To conclude, we found on the example of BCC WSIs, that histopathological images can be efficiently and interpretably analyzed by state-of-the-art machine learning techniques. Neural networks and machine learning algorithms can potentially enhance diagnostic precision in digital pathology and uncover hitherto unused classification patterns.
Digital pathology, i.e., the management and clinical interpretation of information retrieved from digitalized histology slides, aims to improve the safety, quality, and accuracy of pathological diagnoses . Digital pathology in combination with machine learning can extend the scope of digital pathology far beyond the possibilities of today . Although there have been great advances in the field of medical imaging using artificial intelligence (AI), considerable challenges in the field of histopathology remain.
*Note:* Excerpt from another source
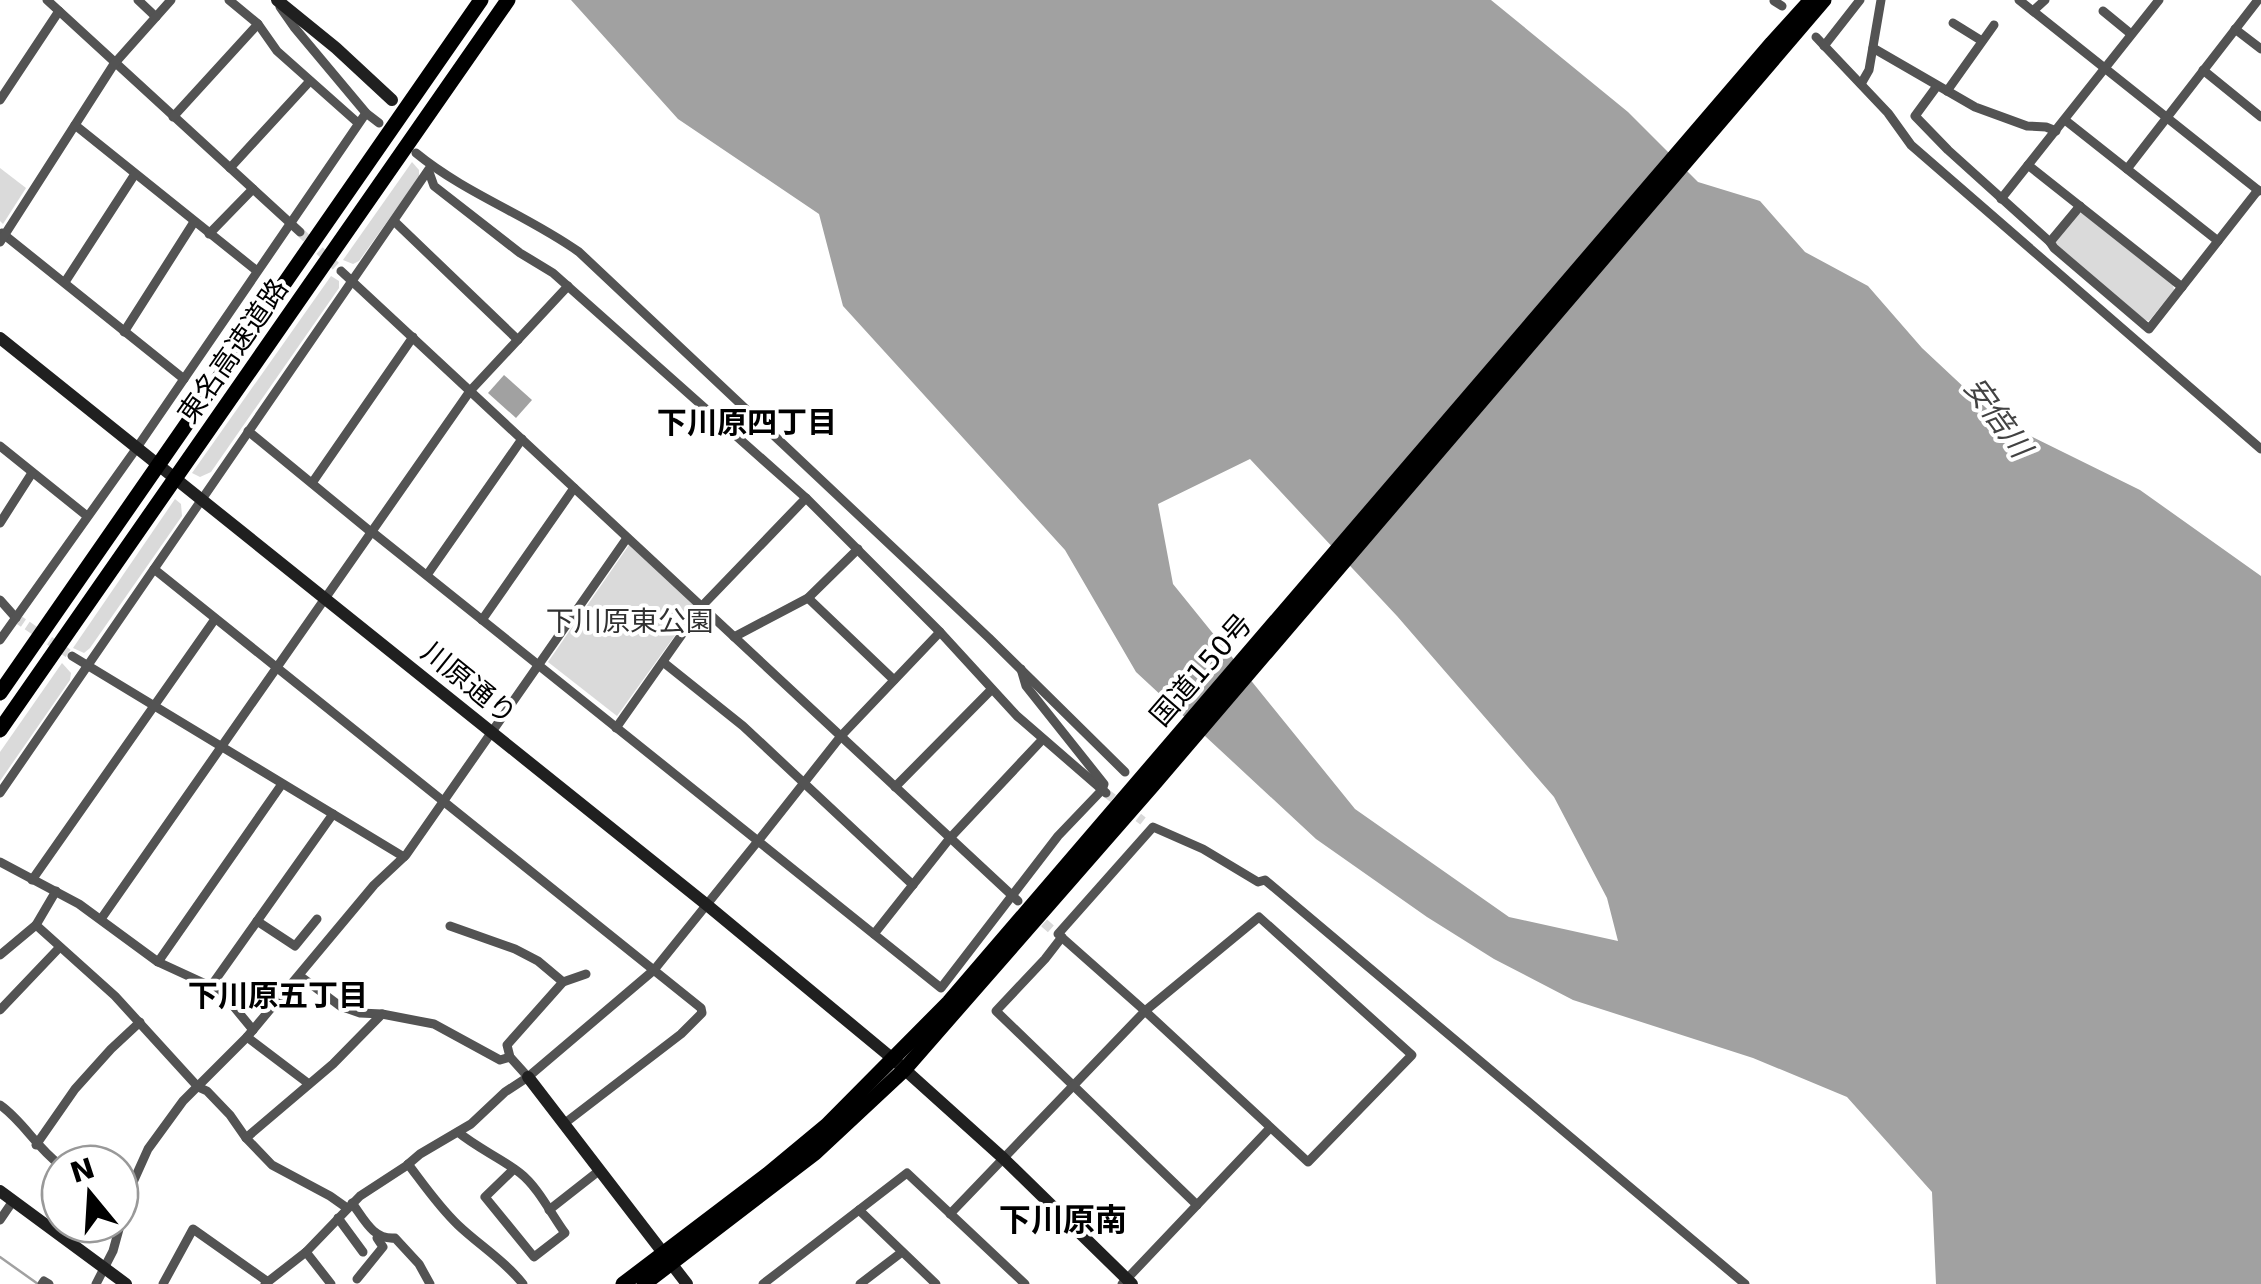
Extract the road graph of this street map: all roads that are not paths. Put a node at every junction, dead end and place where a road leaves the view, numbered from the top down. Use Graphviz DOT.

First, methods for machine learning in histopathology traditionally use downscaling of whole-slide images (WSIs), online repository WSIs, handcrafted features or manually annotated regions of interest (ROI) . In contrast, real-life pathological cases consist of many WSIs accompanied by the patient’s (single) diagnosis and demographic metadata (weakly labeled data). Since WSIs, due to their size, cannot be processed through a neural network as a whole at full resolution, one approach is to split the information into several tiles. In the case of cancer detection, however, only some tiles contain cancerous tissue [4, 5]. Thus, parts relevant for the diagnosis might be missed by this approach as tiles for classification are commonly chosen randomly . Skin neoplasm WSI classification using machine learning is an emerging field with several publications in the recent past. A common approach is multiple instance learning (MIL), a method that benefits from the property that “bags” of “instances” can be classified labeled only on the bag—but not on the instance level (=weakly labeled). In histopathology a “bag” is a single WSI that is weakly labeled, e.g., as “basal cell carcinoma” (BCC) or “non-BCC.” The WSIs are divided into nonoverlapping smaller images (tiles) that represent the “instances” of the “bag” (see also tiling in Supplementary Fig. 2) [5, 7, 8]. Campanella et al.  successfully used an MIL method for the classification of prostate carcinoma, BCC of the skin, and breast cancer metastases using a recurrent neural network as a classifier. In another study, deep learning outperformed 11 pathologists in the classification of histopathological melanoma images . However, the second challenge, namely interpretability, remains. Interpretability and the process of learning and decision-making of AI in comparison to humans is a key question in modern health care. Interestingly, it has been shown that human and machine attention do not coincide in natural language processing [10, 11]. A recent study that compares human and artificial attention mechanisms in various applications demonstrates that in addition to differences, the closer the artificial attention is to human attention, the better the performance . Such studies are important for making deep networks more transparent and explainable for higher-level computer vision tasks.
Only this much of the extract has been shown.